Got that Cheers! It's all so different now, in the 60-70's we just screwed them in tightened them and forgot them?
Re: SPARKPLUG GAP
Posted: Thu Oct 03, 2013 4:43 pm
by ELZE
mikeWalsall wrote:A good point on tightening the sparkies ..
I wish I had taken a pic; of the threads on a couple of my pugs .. they had been tightened so much, that it had 'pulled / distorted' the threads ..
Not good workshop practise .. particularly with alloy heads ..!!
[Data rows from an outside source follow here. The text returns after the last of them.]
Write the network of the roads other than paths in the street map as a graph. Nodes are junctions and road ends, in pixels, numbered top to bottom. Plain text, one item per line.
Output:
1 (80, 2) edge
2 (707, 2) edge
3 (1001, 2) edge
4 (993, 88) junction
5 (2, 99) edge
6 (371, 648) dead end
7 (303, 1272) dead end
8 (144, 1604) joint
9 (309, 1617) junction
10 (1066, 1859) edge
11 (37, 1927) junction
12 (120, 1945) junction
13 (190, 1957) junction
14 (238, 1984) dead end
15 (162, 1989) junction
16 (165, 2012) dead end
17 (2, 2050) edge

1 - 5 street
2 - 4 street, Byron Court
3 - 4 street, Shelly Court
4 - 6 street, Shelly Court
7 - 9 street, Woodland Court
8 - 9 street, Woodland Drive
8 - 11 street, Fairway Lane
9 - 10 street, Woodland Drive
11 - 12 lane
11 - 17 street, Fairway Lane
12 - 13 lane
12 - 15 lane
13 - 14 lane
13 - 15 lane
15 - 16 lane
Another tip .. make sure your spark plug socket has a rubber insert .. not only to protect the ceramic but it will assist in gripping the plug when removing from the depths of the tubes .. also helping to centralise when replacing .. and save from 'cross threading' ..
Good call!
Re: SPARKPLUG GAP
Posted: Thu Oct 03, 2013 8:00 pm
by teenmal
The Spark plug Gap is normally on the packet or the part No code, the plugs are designed to use this gap for the best results with a fully functional engine.
Re: SPARKPLUG GAP
Posted: Thu Oct 03, 2013 9:46 pm
by Simon Jones
Plugs do seem to come preset to the optimal gap for the type of plug these days. For example, I've fitted NGK LPG1's which come preset to 1.1mm. I decided just to fit them as they came out the packet and as the tips were we protected by plastic caps, there was no reason to think they would be anything other than the factory default. Also, as the tip is a very fine iridium needle, I didn't want to risk buggering it up either

.
Re: SPARKPLUG GAP
Posted: Thu Oct 03, 2013 11:14 pm
by mikeWalsall
I fitted fitted 'normal' NGKs that I change once a year ..
According to page 196 of the Handbook .. Mazda recommend a a clearance of 1.0mm - 1.1mm so that's all right for both petrol .. for what the engine was designed for ... and LPG for which it was not ..!!